Em relação à eleição anterior, Lula conseguiu ampliar os apoios para sua candidatura, incorporando, além dos partidos que compuseram a Frente Brasil Popular (PT, PCdoB e PSB), o PV, o PCB e o PPS, que lançaram candidatos em 1989 (Fernando Gabeira, pelo PV, e Roberto Freire, pelo PCB que depois se tornou PPS), além do PSTU, partido que nasceu quando a dissidência trotskista (Convergência Socialista) finalmente rompeu com o PT e saiu do partido.

Isolado na esquerda, Lula buscou apoio ao centro. O primeiro sinal disso se verificou nas cores da campanha, onde o vermelho onipresente de 1989 foi substituído pelo branco e verde. Depois, pela temática que demarcou o discurso programático, agora centrado na “cidadania”, cujo termo foi incorporado ao nome da coligação de 1989: Frente Brasil Popular pela Cidadania. Por outro lado, temas centrais na campanha anterior como endividamento externo e privatizações foram tratados de forma ambígua ou foram temas simplesmente ignorados. A reforma agrária foi defendida respeitando as terras produtivas.

É possível creditar essas mudanças apenas na conta de uma guinada do PT em direção ao centro, ou mesmo uma capitulação ao status quo, como preferem correntes mais à esquerda, como o PSTU. Mas, é importante verificar tanto as condições internas e externas, bem como a natureza de partido de massas como o PT, que reivindica a conquista do poder respeitando as regras do jogo democrático “burguês”. Mas, é bom reconhecer, havia grande desorientação política em 1994, o que implicava em falta de clareza programática. A crítica ao neoliberalismo ainda começava a ganhar consistência.

Hoje, as críticas de que o PT perdeu sua identidade originária provém de setores conservadores temerosos de uma aglutinação social em torno do projeto do PT, e busca desqualificar o partido como de esquerda, ou seja, como um partido que perdeu seus referenciais e tornou-se igual aos outros. As críticas referentes à capitulação petista levam em conta apenas uma visão pseudo-revolucionária que rejeita toda e qualquer aliança, independente das condições políticas.

E as condições de 1994, como já dissemos, não eram nem um pouco favoráveis, nem na América Latina nem no mundo. A esquerda vivia uma das maiores crises de sua história, logo após a queda do Muro de Berlim e do fim da URSS. Na América Latina, a direita neoliberal era amplamente hegemônica. Enfim, as condições para a apresentação de um projeto com a radicalidade que se propunha o que foi apresentado em 1989 eram limitadíssimas, além de empurrar o PT e a esquerda ainda mais para o isolamento político.

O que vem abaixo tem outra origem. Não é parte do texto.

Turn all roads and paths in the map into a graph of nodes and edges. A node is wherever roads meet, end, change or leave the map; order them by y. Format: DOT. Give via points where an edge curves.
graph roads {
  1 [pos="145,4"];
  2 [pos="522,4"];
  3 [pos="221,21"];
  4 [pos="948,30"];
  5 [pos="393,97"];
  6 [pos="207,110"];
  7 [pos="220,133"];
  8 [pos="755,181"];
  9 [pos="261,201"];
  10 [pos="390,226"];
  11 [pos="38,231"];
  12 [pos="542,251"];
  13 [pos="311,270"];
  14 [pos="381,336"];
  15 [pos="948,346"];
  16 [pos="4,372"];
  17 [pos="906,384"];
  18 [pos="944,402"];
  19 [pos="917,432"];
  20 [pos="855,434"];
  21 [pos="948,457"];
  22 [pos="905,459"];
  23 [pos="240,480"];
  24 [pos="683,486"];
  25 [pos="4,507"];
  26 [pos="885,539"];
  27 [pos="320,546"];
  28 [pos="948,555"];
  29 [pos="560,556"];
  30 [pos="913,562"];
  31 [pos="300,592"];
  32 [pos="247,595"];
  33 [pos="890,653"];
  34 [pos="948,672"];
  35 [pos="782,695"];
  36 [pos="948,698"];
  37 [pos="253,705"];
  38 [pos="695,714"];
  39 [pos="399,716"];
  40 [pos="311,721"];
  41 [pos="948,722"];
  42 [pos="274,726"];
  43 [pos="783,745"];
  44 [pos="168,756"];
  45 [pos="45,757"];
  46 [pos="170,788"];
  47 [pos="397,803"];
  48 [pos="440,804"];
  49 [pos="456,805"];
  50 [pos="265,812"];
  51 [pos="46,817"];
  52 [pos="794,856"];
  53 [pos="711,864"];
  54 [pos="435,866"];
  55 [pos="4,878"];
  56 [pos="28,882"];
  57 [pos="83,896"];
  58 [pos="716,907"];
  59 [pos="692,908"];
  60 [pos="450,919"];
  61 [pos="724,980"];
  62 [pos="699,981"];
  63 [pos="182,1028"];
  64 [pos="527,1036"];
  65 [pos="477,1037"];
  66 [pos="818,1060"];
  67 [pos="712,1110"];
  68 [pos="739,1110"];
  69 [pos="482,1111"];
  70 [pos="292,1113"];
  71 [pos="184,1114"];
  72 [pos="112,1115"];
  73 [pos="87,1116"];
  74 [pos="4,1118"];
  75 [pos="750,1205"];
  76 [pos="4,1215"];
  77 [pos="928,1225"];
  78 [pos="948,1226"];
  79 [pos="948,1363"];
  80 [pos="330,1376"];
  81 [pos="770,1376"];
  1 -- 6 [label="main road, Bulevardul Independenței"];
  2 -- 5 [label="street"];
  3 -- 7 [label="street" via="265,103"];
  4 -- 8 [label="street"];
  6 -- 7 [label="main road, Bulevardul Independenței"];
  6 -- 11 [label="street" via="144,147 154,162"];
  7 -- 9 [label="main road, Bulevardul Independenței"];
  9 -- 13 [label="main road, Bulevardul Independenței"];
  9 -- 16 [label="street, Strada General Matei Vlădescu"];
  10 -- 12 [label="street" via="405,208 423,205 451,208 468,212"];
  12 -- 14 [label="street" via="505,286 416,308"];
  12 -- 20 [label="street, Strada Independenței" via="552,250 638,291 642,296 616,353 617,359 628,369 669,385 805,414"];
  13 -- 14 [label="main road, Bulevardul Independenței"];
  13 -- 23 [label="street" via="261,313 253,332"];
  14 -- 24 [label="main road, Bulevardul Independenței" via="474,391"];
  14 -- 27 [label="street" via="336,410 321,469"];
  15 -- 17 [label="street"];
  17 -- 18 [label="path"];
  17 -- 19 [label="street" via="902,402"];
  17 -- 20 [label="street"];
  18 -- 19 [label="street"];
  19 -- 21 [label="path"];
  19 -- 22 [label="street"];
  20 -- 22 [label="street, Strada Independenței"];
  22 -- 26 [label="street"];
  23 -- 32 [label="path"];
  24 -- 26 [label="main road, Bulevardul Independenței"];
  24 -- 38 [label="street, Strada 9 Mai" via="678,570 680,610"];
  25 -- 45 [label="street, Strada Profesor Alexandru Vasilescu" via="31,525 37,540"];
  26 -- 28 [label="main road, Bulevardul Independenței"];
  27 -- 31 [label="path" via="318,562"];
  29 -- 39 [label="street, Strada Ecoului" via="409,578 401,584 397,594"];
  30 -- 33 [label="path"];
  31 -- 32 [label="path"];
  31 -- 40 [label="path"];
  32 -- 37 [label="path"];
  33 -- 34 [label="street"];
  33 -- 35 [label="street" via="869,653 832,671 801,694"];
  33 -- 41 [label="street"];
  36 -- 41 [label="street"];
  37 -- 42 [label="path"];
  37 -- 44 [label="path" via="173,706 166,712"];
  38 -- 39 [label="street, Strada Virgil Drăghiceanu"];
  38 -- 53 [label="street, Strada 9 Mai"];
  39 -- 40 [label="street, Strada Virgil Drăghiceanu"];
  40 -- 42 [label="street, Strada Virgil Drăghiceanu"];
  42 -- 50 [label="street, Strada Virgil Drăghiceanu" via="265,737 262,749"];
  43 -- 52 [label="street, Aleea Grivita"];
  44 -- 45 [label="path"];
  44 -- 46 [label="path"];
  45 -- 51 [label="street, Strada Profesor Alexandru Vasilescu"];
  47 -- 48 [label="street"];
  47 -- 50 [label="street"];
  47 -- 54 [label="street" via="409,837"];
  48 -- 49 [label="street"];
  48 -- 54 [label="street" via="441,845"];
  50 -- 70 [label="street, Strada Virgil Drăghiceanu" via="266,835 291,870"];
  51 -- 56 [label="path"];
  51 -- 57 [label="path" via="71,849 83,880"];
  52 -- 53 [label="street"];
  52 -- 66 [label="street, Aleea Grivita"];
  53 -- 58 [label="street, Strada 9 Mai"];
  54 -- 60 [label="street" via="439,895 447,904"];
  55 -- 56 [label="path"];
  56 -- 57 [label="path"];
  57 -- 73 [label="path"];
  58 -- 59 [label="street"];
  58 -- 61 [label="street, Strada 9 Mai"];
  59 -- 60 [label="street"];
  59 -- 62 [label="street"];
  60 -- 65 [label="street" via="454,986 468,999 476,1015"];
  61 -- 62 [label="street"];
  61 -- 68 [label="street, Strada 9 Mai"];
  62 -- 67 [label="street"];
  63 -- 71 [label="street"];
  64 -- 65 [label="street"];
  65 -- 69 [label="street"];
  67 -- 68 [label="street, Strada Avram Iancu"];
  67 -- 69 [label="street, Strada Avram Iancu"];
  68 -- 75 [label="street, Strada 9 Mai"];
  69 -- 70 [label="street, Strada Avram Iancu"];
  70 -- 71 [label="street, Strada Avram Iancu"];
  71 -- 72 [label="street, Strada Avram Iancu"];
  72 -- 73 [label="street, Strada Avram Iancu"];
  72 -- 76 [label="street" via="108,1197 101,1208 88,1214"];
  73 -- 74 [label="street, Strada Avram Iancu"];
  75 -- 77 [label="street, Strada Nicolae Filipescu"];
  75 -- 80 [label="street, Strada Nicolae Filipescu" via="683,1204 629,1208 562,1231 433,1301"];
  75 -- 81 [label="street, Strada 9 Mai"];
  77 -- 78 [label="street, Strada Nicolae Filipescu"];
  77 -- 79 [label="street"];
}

Mesmo assim, a identidade de esquerda foi preservada e mesmo com todas as críticas, Lula e o PT continuaram a aglutinar os setores populares. E Lula ampliaria sua votação no primeiro turno de 1994 em relação à de 1989, tendo obtido 17.122.127 votos, ou 27,04%, um crescimento, em termos percentuais, de mais de 10%. Brizola chegaria ao fundo do poço naquela eleição, quando obteve 3,18% dos votos, ficando atrás de Enéas Carneiros e Orestes Quércia, que obtiveram 7,38% e 4,38% da votação. Brizola percebeu o que estava por trás da campanha contra Collor e procurou, de maneira voluntarista, reforçar a posição do ex-presidente, que acenou com um programa de construção de CAICs, adaptação nacionalizada dos CIEPs que Brizola construía no Rio (escolas públicas em tempo integral que eram a marca da administração pedetista).

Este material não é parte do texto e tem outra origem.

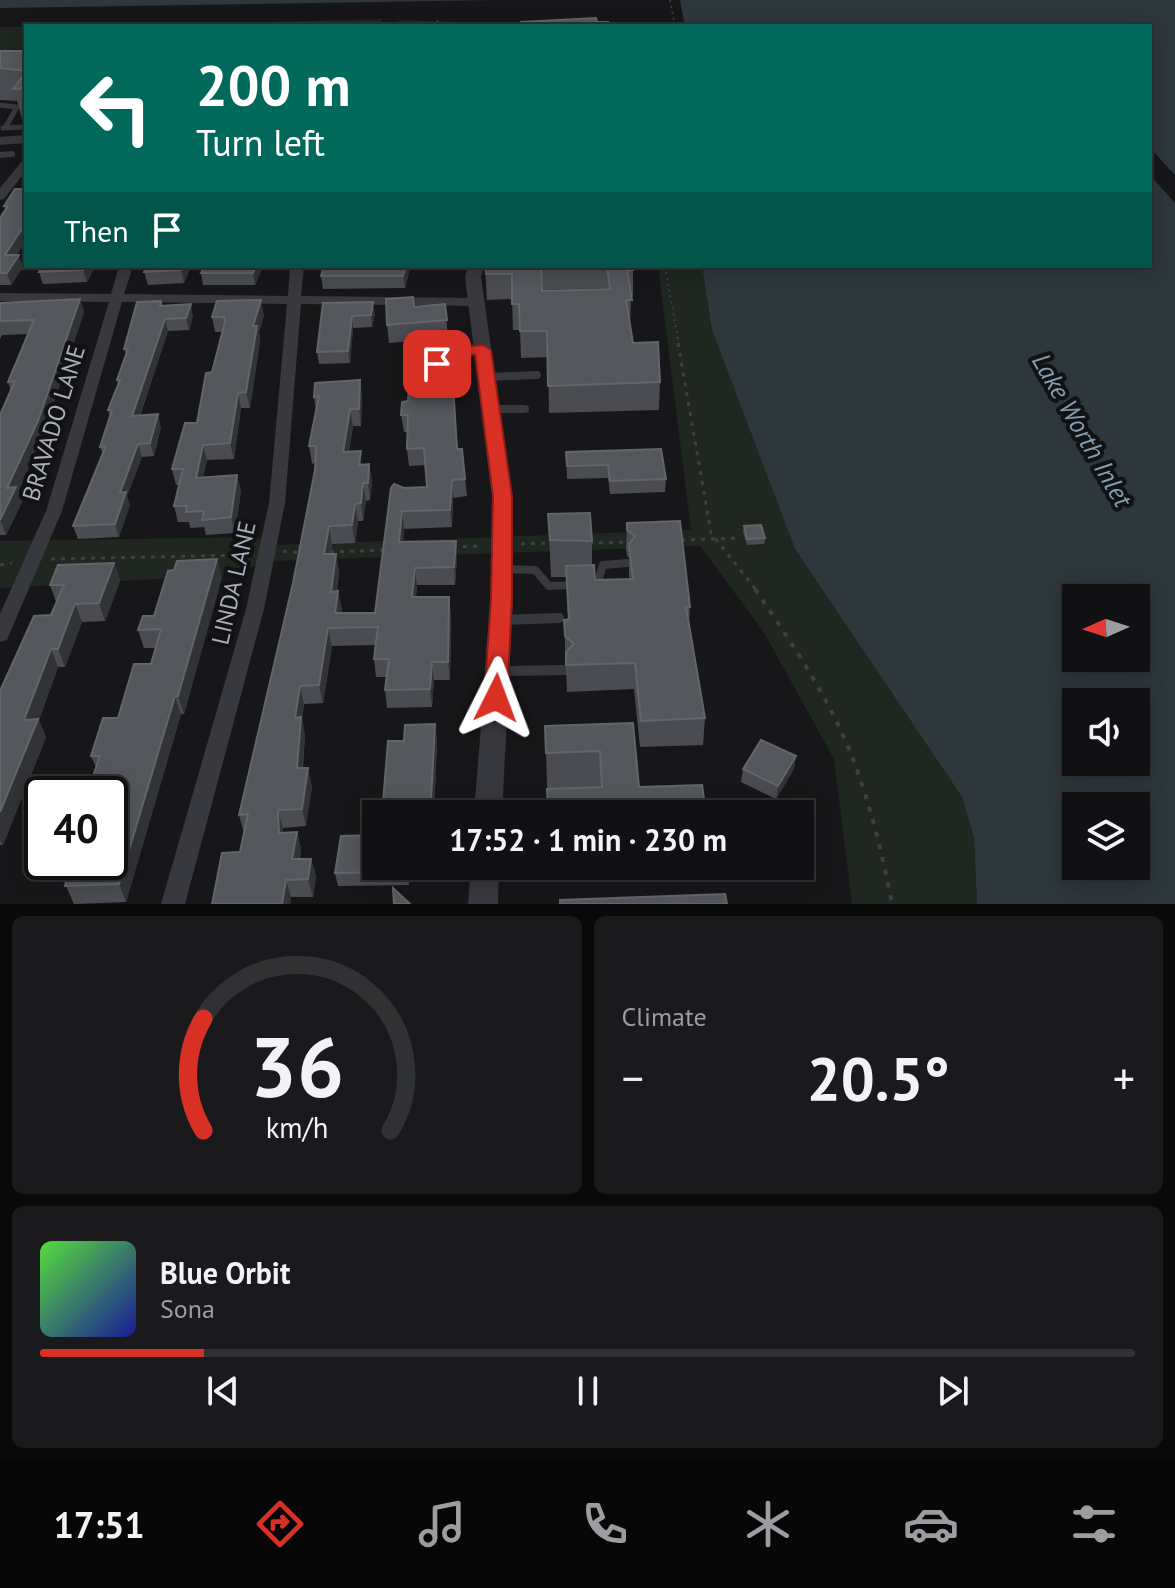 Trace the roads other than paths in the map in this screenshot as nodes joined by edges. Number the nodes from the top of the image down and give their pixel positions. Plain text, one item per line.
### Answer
1 (0, 105) edge
2 (24, 128) edge
3 (2, 133) edge
4 (24, 138) edge
5 (12, 154) dead end
6 (0, 155) edge
7 (24, 166) edge
8 (0, 196) edge
9 (125, 268) edge
10 (297, 268) edge
11 (476, 268) edge
12 (0, 297) edge
13 (117, 298) junction
14 (294, 300) junction
15 (476, 302) junction
16 (472, 350) junction
17 (537, 375) dead end
18 (486, 377) junction
19 (491, 409) junction
20 (525, 409) dead end
21 (627, 563) edge
22 (502, 569) junction
23 (559, 618) dead end
24 (500, 620) junction
25 (0, 635) edge
26 (566, 670) edge
27 (497, 672) junction
28 (489, 800) edge
29 (484, 880) edge
30 (173, 904) edge
31 (483, 904) edge

1 - 3 lane
2 - 3 lane
3 - 4 street
5 - 6 lane
7 - 8 street
9 - 13 street, BRAVADO LANE
10 - 14 street, LINDA LANE
11 - 15 street
12 - 13 street
13 - 14 street
13 - 25 street, BRAVADO LANE
14 - 15 street
14 - 30 street, LINDA LANE
15 - 16 street
16 - 16 lane
16 - 18 street
17 - 18 lane
18 - 19 street
19 - 20 lane
19 - 22 street
21 - 22 lane
22 - 24 street
23 - 24 lane
24 - 27 street
26 - 27 lane
27 - 28 street
29 - 31 street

A eleição de FHC deu início finalmente às reformas neoliberais que desde o final da década anterior eram receitadas para o Brasil para viabilizar sua “modernização”. Com o suporte político dos partidos que formaram a sua coligação (PSDB, PFL e PTB) que, juntos, fizeram 182 deputados, número insuficiente para criar uma maioria sólida, FHC cuidou de ampliar sua base com acordos regionais com o PMDB – como o que foi feito aqui na Paraíba, cuja chapa majoritária ao governo apoiou a candidatura de FHC, – partido que, sozinho, elegeu 107 deputados naquela eleição, mesmo número de deputados eleitos pelos partidos de esquerda (PT, PDT, PSB e PCdoB), – além de outros partidos conservadores, como o PPR, PP e PL.

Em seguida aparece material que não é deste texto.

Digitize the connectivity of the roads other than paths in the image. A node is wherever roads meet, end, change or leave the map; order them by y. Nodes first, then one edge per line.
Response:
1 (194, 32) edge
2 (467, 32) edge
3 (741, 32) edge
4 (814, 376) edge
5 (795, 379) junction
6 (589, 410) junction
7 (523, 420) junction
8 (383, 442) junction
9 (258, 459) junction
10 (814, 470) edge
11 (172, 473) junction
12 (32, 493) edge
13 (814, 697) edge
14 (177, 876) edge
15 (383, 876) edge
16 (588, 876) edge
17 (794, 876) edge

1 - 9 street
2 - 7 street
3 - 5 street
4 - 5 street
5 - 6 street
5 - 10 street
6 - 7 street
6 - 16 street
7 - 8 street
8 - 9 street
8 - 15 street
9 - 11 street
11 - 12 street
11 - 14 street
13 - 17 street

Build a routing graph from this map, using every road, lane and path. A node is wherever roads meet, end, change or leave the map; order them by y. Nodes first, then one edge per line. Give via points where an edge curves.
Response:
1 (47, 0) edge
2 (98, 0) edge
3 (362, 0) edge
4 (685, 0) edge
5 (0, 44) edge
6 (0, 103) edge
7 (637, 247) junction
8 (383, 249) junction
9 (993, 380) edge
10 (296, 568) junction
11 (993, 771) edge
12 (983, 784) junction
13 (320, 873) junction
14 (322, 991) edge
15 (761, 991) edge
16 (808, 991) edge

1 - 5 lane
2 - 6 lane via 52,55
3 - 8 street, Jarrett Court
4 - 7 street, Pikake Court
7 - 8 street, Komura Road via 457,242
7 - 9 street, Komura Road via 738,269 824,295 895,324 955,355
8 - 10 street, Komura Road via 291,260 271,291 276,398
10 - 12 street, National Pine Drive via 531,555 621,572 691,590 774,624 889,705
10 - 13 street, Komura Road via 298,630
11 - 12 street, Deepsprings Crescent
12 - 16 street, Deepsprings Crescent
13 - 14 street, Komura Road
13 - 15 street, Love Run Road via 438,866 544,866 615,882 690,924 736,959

A soma dos parlamentares desses partidos que apoiaram o governo FHC superava os 390, número bastante superior aos 342 necessários para aprovar as mudanças constitucionais que o PSDB esperava fazer, a exemplo da quebra dos monopólios das estatais, associada a nova definição para o capital estrangeiro e a eliminação das restrições para sua atuação no mercado brasileiro, processo que, nesse âmbito, se completaria com uma acelerada política de privatizações das estatais. Tudo isso resultou numa verdadeira internacionalização da economia brasileira.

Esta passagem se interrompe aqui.